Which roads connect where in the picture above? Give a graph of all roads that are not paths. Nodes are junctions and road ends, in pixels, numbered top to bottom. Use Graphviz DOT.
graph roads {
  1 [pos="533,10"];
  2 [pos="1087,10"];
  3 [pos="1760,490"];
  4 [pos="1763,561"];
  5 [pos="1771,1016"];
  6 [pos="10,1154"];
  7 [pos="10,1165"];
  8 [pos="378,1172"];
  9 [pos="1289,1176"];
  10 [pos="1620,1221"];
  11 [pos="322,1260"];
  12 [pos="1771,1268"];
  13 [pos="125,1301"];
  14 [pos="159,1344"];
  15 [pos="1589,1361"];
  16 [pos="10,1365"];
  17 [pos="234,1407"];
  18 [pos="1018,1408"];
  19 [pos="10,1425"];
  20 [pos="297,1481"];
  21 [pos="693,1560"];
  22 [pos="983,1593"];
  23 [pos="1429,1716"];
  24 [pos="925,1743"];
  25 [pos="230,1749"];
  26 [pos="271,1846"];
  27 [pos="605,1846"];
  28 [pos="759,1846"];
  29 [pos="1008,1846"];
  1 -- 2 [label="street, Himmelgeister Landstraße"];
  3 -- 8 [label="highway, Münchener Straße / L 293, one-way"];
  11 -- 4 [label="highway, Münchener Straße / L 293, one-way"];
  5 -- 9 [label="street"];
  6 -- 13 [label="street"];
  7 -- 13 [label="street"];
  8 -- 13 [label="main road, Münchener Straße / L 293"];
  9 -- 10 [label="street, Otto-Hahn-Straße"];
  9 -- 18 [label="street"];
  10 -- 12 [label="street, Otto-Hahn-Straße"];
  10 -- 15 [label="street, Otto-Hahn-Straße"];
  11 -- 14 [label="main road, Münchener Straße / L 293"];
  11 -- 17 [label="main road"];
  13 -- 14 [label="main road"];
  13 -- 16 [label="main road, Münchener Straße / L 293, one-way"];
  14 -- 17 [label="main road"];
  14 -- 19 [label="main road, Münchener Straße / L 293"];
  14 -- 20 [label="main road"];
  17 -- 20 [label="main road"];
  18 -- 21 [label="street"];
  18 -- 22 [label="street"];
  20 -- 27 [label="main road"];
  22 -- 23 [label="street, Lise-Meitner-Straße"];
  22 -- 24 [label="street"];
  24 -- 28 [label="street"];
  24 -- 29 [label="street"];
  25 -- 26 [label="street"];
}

***

• [TASK TO COMPLETE] Show every line of the listing in which the string "highway" can be found.

• [ANSWER TO THIS PROBLEM]
  3 -- 8 [label="highway, Münchener Straße / L 293, one-way"];
  11 -- 4 [label="highway, Münchener Straße / L 293, one-way"];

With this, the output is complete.